Exercise directions
Every line of the entries below that mentions "lane" is to be copied out.
══════
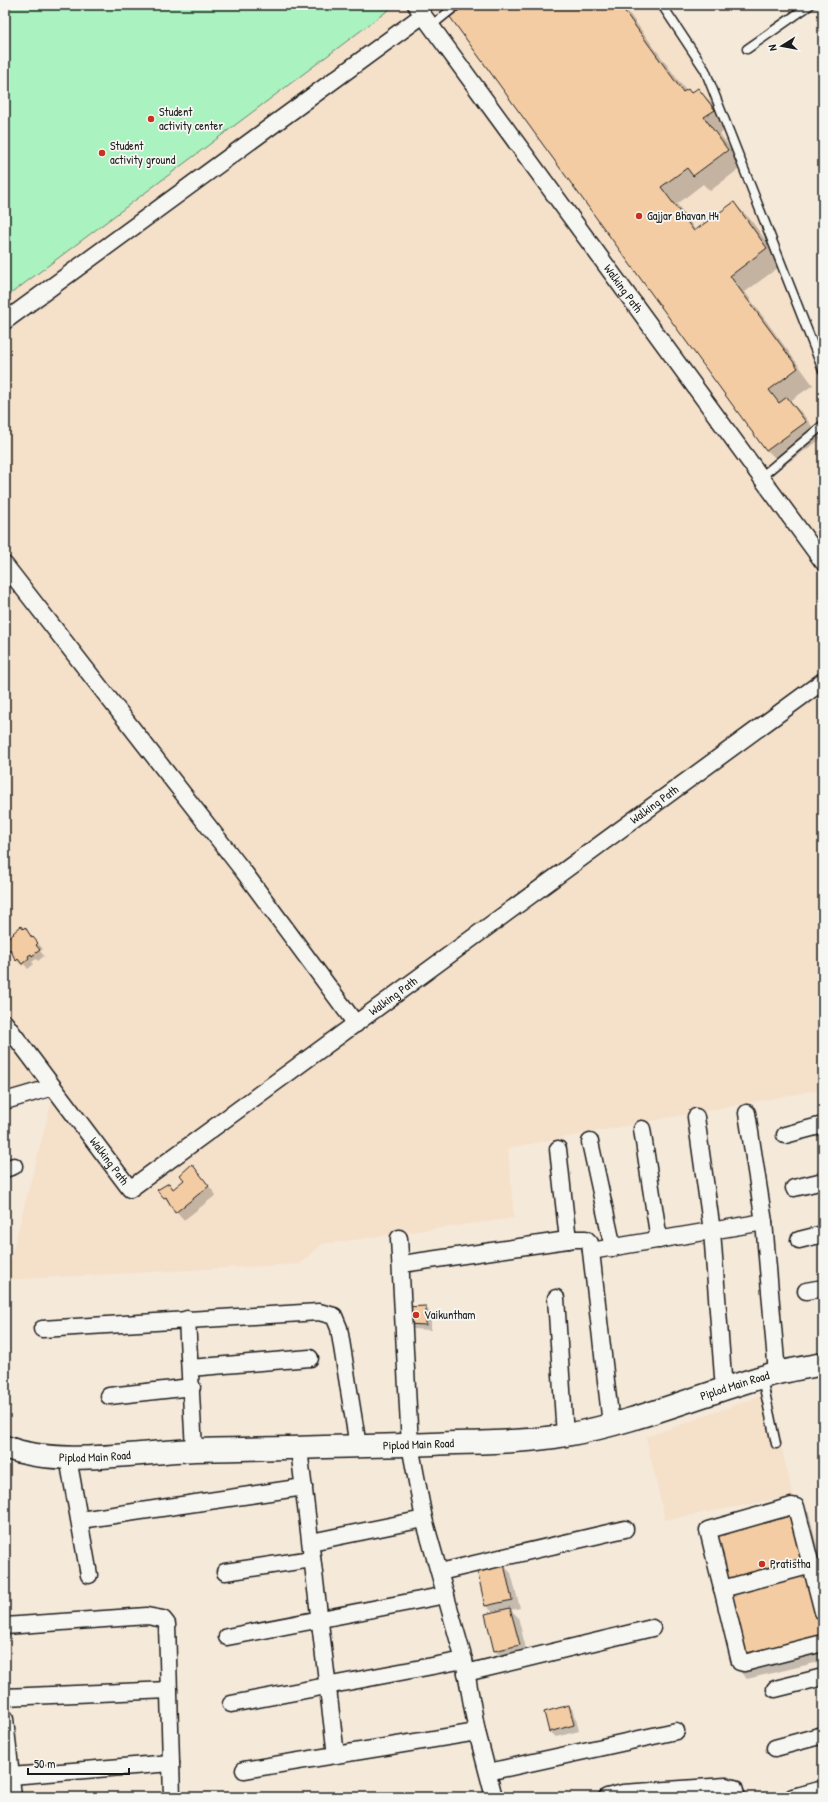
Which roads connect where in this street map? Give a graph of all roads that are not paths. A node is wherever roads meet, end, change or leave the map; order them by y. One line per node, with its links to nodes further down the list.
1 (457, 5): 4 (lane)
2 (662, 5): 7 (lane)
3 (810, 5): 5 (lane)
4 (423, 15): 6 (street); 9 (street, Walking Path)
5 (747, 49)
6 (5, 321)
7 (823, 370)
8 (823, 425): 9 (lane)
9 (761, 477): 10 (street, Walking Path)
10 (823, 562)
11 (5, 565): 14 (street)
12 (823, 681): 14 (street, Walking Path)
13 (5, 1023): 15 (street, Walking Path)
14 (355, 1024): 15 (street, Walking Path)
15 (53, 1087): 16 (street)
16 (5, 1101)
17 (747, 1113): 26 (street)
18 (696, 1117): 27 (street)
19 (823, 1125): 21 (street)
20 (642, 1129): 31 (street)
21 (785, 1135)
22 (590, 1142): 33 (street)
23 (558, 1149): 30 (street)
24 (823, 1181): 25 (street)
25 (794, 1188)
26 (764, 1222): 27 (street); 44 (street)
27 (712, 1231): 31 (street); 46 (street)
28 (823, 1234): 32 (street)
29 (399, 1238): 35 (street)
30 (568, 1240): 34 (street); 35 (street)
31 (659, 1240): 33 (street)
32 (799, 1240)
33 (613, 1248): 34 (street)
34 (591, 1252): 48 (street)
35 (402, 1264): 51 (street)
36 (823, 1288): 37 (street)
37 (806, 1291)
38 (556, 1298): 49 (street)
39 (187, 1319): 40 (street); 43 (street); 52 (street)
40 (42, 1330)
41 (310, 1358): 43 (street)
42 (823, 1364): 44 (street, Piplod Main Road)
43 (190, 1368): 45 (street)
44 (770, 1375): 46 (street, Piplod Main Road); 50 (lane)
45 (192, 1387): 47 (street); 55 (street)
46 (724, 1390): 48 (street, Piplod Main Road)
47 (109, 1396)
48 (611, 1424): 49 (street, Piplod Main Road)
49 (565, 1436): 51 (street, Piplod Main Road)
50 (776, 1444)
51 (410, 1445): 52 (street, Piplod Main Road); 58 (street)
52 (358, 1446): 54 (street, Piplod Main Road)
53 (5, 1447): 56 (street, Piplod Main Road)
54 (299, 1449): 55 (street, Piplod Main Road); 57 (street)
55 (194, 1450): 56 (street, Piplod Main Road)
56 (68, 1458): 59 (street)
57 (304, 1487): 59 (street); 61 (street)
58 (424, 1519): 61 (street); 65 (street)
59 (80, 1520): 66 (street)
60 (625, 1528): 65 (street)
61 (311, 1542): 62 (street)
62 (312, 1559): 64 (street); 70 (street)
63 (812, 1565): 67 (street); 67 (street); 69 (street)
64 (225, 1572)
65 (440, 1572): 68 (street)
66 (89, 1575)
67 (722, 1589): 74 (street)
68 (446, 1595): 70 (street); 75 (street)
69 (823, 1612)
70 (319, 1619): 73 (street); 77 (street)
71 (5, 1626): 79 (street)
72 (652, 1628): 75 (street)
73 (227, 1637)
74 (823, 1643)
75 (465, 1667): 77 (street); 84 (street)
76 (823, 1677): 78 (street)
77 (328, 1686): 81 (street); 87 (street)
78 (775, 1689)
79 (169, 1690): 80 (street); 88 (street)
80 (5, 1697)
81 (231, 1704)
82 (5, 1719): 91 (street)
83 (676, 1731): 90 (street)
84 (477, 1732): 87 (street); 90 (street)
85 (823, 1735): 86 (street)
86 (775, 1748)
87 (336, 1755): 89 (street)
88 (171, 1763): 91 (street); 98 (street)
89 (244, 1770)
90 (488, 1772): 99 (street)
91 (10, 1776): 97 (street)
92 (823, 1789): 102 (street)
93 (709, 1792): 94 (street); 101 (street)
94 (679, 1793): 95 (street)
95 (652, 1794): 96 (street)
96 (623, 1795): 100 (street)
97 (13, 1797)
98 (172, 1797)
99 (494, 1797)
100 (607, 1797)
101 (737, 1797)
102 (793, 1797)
══════
Response below
1 (457, 5): 4 (lane)
2 (662, 5): 7 (lane)
3 (810, 5): 5 (lane)
8 (823, 425): 9 (lane)
44 (770, 1375): 46 (street, Piplod Main Road); 50 (lane)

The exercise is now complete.